Sardinian art and architecture

Art and architecture in Sardinia are mostly imported, but what arrives on the island is often re elaborated and acquires a typical sensibility of the Sardinian soul.

Some historical periodes are important for having left here true treasures of art.
 
First of all Sardinia has the record of having made born the first great culture of the western Mediterranean. From the different prehistoric cultures, sees his birth around 1.500 b.C the nuragic civilization. This civilization is very important because it represents the meeting point between the megalitic culture of the west and the urban culture of the eastern Mediterranean. The perfect megalithic constructions of the nuragic art, are among the most majestic of the whole bronze age.
 
 
After the relations with Phoenicians and Carthago, Sardinia is conquired by Rome in 238 b.C., thus it becomes one of the first extra italic regions to be latinized. Rome gives to Sardinia the urban, economic and social structure that is still the base of today’s Sardinia.
 
Another foundamental periode in Sardinian history is the Byzanthinian administration, which gives a strong imprinting that served as starting point for the burocratic and juridical structure of the four medioeval kingdoms.

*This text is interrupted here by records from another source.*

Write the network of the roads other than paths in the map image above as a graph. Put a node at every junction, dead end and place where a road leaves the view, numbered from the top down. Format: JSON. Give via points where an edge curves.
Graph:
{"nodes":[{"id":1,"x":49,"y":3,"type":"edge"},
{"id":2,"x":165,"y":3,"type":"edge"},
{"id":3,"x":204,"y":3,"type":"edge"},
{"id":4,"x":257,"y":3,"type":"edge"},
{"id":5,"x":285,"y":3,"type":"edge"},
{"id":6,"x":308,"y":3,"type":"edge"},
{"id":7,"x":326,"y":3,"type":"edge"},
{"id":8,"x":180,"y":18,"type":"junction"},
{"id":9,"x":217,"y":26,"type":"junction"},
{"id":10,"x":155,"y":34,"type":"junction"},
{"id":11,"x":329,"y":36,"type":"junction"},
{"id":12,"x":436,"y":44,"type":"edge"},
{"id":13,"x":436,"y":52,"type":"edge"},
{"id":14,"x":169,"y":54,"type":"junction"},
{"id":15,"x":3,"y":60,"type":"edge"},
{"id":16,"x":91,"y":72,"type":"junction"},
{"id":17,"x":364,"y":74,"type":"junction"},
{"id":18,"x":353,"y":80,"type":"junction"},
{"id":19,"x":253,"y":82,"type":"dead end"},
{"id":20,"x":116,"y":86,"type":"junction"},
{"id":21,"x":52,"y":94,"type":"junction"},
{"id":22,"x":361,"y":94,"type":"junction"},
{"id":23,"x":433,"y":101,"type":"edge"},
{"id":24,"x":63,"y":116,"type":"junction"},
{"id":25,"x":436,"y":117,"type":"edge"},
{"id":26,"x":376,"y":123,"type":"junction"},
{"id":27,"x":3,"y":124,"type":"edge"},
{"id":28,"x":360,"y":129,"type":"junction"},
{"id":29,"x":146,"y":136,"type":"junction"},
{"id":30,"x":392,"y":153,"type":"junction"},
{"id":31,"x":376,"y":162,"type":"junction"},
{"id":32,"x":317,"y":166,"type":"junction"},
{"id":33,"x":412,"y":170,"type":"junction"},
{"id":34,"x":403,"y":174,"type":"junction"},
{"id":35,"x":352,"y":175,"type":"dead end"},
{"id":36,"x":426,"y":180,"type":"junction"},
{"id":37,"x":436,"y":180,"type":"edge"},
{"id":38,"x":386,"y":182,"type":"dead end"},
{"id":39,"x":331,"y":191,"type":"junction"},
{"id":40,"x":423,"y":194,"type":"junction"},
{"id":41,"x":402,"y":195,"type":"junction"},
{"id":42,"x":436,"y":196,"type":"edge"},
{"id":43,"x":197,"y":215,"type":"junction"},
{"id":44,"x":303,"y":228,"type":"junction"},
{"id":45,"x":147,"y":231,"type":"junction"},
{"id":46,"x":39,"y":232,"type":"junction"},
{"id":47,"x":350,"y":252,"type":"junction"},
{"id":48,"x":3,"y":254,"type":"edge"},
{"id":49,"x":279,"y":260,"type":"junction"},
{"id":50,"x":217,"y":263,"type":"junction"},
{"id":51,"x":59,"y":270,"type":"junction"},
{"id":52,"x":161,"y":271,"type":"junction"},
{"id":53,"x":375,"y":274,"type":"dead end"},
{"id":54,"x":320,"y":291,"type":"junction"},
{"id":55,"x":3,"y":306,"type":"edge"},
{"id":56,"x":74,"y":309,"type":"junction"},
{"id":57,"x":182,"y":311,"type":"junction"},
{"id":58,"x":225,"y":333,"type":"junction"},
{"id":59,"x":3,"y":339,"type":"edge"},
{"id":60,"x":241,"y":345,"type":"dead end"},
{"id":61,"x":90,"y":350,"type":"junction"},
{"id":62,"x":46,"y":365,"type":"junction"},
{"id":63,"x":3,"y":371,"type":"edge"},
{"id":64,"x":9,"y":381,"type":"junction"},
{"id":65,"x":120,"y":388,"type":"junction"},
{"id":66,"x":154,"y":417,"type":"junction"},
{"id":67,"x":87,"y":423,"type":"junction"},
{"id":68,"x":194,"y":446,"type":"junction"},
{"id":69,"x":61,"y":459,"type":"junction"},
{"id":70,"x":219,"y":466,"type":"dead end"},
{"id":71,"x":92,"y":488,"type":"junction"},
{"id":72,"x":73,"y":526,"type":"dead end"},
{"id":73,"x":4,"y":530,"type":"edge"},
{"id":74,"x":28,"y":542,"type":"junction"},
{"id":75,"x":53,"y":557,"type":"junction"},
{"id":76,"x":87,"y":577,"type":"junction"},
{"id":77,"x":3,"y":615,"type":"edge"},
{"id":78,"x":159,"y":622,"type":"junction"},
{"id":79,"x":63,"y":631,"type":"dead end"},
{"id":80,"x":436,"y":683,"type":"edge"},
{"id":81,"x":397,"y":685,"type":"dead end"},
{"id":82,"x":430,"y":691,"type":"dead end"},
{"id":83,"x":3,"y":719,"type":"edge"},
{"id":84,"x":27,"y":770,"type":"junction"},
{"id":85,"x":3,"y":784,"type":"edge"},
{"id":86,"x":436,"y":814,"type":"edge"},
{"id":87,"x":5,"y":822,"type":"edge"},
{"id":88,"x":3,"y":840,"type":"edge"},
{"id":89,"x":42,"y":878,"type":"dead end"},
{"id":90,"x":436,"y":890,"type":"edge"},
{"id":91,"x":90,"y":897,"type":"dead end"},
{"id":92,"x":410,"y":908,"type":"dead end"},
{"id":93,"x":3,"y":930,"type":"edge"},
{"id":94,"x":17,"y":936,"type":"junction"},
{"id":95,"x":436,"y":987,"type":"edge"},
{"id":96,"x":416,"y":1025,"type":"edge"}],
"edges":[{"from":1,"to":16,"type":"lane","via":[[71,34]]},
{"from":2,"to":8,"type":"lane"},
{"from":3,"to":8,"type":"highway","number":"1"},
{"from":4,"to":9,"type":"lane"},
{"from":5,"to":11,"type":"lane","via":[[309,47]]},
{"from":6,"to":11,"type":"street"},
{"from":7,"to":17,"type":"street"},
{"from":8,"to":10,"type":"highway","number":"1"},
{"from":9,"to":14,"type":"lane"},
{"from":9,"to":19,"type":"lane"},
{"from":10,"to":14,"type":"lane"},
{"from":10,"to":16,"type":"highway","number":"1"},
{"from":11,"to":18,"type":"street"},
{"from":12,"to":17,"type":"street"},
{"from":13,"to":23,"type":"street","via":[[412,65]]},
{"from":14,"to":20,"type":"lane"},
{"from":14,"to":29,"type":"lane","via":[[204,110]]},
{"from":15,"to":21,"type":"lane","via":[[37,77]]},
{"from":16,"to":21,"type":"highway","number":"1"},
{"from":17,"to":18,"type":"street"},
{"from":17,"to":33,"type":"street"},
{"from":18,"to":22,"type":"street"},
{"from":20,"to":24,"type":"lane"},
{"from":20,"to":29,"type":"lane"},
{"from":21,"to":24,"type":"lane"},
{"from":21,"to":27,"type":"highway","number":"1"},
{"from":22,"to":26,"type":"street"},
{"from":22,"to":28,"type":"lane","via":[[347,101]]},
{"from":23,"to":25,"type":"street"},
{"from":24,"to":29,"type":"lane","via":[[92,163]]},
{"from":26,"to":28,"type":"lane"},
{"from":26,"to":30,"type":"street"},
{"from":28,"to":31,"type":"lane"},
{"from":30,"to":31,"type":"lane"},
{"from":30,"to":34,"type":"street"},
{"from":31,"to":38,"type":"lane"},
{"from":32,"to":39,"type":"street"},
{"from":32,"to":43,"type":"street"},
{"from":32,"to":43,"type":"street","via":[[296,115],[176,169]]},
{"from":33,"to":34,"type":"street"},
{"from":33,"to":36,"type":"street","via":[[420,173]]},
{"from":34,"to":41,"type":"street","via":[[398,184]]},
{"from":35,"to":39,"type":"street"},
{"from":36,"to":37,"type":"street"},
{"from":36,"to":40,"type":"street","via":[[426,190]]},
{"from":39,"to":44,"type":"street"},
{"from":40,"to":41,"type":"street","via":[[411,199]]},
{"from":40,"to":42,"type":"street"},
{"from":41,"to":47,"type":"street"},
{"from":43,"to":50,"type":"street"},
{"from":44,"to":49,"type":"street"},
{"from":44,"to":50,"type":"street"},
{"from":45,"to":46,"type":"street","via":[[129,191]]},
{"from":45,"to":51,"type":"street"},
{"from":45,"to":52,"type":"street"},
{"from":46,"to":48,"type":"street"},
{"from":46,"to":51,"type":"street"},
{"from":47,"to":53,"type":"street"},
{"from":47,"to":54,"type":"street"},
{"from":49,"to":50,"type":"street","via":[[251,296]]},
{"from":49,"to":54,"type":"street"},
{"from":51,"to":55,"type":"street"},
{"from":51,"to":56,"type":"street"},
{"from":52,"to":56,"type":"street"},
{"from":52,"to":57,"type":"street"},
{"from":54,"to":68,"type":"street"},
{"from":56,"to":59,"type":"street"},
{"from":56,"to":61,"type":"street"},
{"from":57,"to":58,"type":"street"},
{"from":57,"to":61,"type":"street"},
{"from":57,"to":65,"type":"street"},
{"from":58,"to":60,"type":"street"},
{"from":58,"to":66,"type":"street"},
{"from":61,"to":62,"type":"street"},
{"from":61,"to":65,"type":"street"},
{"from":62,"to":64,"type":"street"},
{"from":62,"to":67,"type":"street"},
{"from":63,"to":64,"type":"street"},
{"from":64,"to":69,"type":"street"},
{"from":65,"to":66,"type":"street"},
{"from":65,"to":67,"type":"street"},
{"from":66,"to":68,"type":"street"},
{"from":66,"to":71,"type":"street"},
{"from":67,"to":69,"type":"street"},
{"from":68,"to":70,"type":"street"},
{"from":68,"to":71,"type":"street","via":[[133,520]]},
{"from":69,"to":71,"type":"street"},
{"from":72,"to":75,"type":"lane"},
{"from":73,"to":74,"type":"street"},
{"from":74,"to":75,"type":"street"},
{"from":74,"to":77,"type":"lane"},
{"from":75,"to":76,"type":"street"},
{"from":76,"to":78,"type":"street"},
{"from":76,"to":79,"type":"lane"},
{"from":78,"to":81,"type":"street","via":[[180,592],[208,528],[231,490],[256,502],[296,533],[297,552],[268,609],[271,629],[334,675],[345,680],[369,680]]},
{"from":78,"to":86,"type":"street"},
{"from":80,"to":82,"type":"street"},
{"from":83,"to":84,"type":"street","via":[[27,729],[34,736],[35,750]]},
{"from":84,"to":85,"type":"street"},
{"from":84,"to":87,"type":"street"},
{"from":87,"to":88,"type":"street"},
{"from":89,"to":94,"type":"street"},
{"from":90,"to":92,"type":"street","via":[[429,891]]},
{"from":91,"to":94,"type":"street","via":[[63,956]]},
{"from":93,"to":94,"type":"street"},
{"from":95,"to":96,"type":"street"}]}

Sardinian middle age is signed by the presence of the four kingdoms of Càlari, Torres, Arborea and Gallura. This is a periode of fervent artistic activity, promoted by the kings who called the skilled master from Provence, Lombardy and Tuscany, giving life to the extraordinary season of the Sardinian romanesque.

With the conquest of Sardinia by the Cathalan-Aragonians, it is imported on the island a new artistic sensibility, that is the one of the european gothic. One of the imported art forms is the one of the the retablo, (altar piece), that is soon metabolized by the local painters, forming a local school that soon takes over the Cathalan masters and that lives till the ‘600. We are talking about the school of Stampaxi and about the painters Miali and Perdu Càvaro, but also of the master of Castelsardo, about the one of Othieri, about Antiogu Mainas etc. This was a time when Sardinia was part of the spanish empire and Cagliari was part of the intense trade traffics, and art was florid.

It follows a periode of slow decadence, coinciding with the decadence of the spanish empire, in which the above mentioned art forms are repeated with tiredness, and that, with the arrival of the Savoys end for ever, because with the new lords comes a new sensibility which considered the art of Sardinian painters and sculptors, a poor art that didn’t deserve the attention to be developed any further.

The ‘800 is the century that sees two personalities, one in the architecture and the other in painting, keeping the premiership of Sardinian art by having fully metabolized the styles imported from Piedmont. Those personalities are Gaetanu Cima, theoric of the classical purity, and Juanni Marghinotti.

But is with the beginning of the ‘900 that births on Sardinia a new generations of artists who would give such a strong inprinting to Sardinian art that the influences are still visible today. The istances of the european art seccessions, and the influence of the Spanish costumbrismo, give the excuse to invent a painting that tells about the proud Sardinian people, in a almost mythical dimension, a mythology that has as main characters the shepherds, the farmers, the women, and the Sardinian landscape. The names of those artists are Jusepi Biasi, Filipu Figari, Franciscu Çusa, Eugèniu Tavolara, Felici Melis Marini etc.

The Vernacular architecture deserves a particular mention because it surprises for its originality and variety of the forms, making deserve to Sardinia the nick name of "almost continent" not only for the vareity of its landscapes, but also for the anthopic and cultural one.

Depending on the region, whether flatlands, mountains, coasts, and from the consequent function, rises architectonic structures belonging specificly to Sardinian culture.

Exclusive Sardinian architectonic forms are the houses of the Campidano, the cumbessias or muristenis (villages build around a sanctuary), the country churches with vast loggias around, the pinnetas (shepherd’s huts) and others.